Gloucestershire . . . . . . . . . . . . . . . . . . .105-1

AS GAMES of two distinct halves go, yesterday's events at Abbeydale Park take some beating. Yorkshire spent the first part of the day thumping their way to their highest total of the season; then Gloucestershire found themselves staring down the barrel once more and were happy to settle for not much more than survival.

Bottom of the table with four defeats from five games, they are probably substantially short of form and confidence and the latter will not have been helped by a shoddy performance in the field as Yorkshire batted them out of contention.

They amassed 138 in the pre-lunch session largely due to Paul Jarvis and Peter Hartley, who feasted on the many variations in line and length and, perhaps finding the ball coming on a shade more than the previous day, were able to drive with great power and gusto.

Mostly in this vein Hartley made the second century of his career from 159 balls with 11 fours. It was his proper first innings of the season. Alright, for the technically minded, he was deemed to have started his innings in the last game at Chesterfield when he walked on the playing area as rain began to fall, but this was the first time he had faced a ball.

His lack of time in the middle was apparent early on when he needed a amount of fortune against Courtney Walsh, who steamed in with the second new ball. Once, he was almost caught and bowled and there were enough other moments against the short-pitched ball to make one wonder why he was not crowded more.

The freewheeling partnership ended when Jarvis looked a bit nonplussed to be given out leg before as he swept at the left-arm spinner, Mark Davies.

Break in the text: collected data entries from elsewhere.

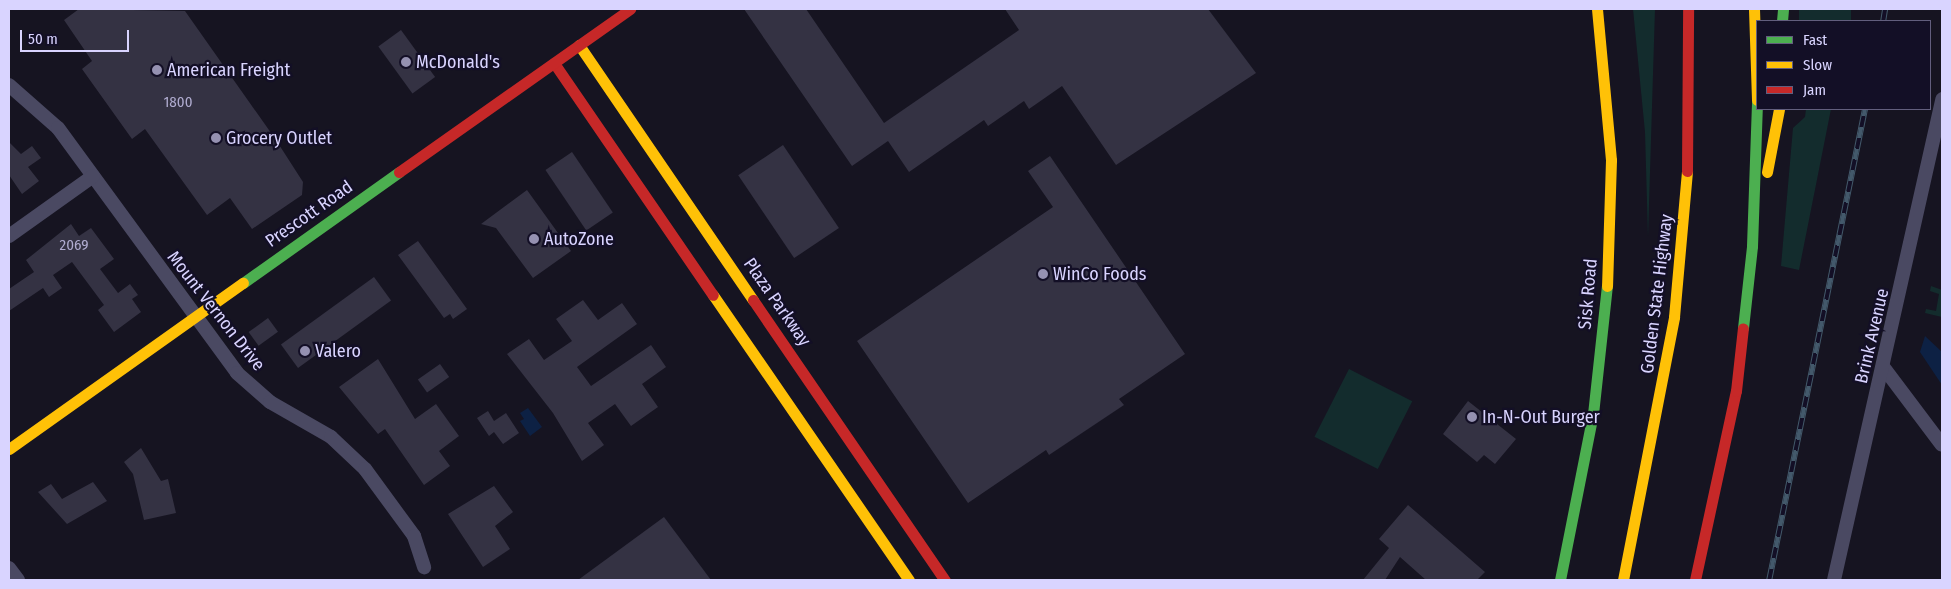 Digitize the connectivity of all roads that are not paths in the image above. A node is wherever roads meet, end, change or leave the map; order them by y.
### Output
1 (630, 9) edge
2 (1597, 9) edge
3 (1688, 9) edge
4 (1754, 9) edge
5 (1674, 18) dead end
6 (579, 45) junction
7 (554, 63) junction
8 (1674, 68) dead end
9 (1756, 82) edge
10 (9, 85) edge
11 (1942, 99) edge
12 (1757, 110) edge
13 (1779, 110) edge
14 (93, 176) junction
15 (1668, 226) dead end
16 (9, 236) edge
17 (1752, 246) junction
18 (193, 318) junction
19 (1884, 368) junction
20 (1658, 416) junction
21 (1942, 445) edge
22 (9, 448) edge
23 (424, 567) dead end
24 (9, 568) edge
25 (18, 580) edge
26 (908, 580) edge
27 (945, 580) edge
28 (1560, 580) edge
29 (1623, 580) edge
30 (1695, 580) edge
31 (1834, 580) edge

1 - 6 main road, Prescott Road
2 - 28 main road, Sisk Road
3 - 20 main road, Golden State Highway
4 - 9 main road
5 - 8 main road
6 - 7 main road, Prescott Road
6 - 27 main road, Plaza Parkway
7 - 18 main road, Prescott Road
7 - 26 main road
10 - 14 street, Mount Vernon Drive
11 - 19 street, Brink Avenue
12 - 17 main road
13 - 17 main road
14 - 16 street
14 - 18 street, Mount Vernon Drive
15 - 20 main road
17 - 30 main road
18 - 22 main road, Prescott Road
18 - 23 street, Mount Vernon Drive
19 - 21 street
19 - 31 street, Brink Avenue
20 - 29 main road, Golden State Highway
24 - 25 street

Curiously, in view of Gloucestershire's problems elsewhere, it was a long time before the off-spinner, Marcus Wight, was seen and eventually he ended the innings by trapping Hartley leg before as he tried to work him through midwicket.

There were not too many plus marks for Gloucestershire at this stage, but the bowling of Kevin Cooper was undoubtedly one. He emerged from the carnage with five for 83 from 40 accurate overs, his first five-wicket haul for three years.

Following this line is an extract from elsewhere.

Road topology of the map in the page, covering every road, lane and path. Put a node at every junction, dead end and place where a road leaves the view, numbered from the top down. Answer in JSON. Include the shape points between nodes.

There were those who were surprised (and in Cooper's case upset) when he was released by Nottinghamshire last season. Despite recent injury problems, with his pure, sideways action, he is still capable of getting good players out through his ability to extract every modicum of assistance from the conditions and his performances will be watched with interest, and maybe not a little embarrassment at Trent Bridge.

After all that, Gloucestershire needed, above all, a good start and the panacea of one of Chris Broad's grinding, crease-occupying innings; but this was denied them when, in the third over, he met a ball from Jarvis, which probably stopped a little, and Richie Richardson at gully held a tumbling, low catch.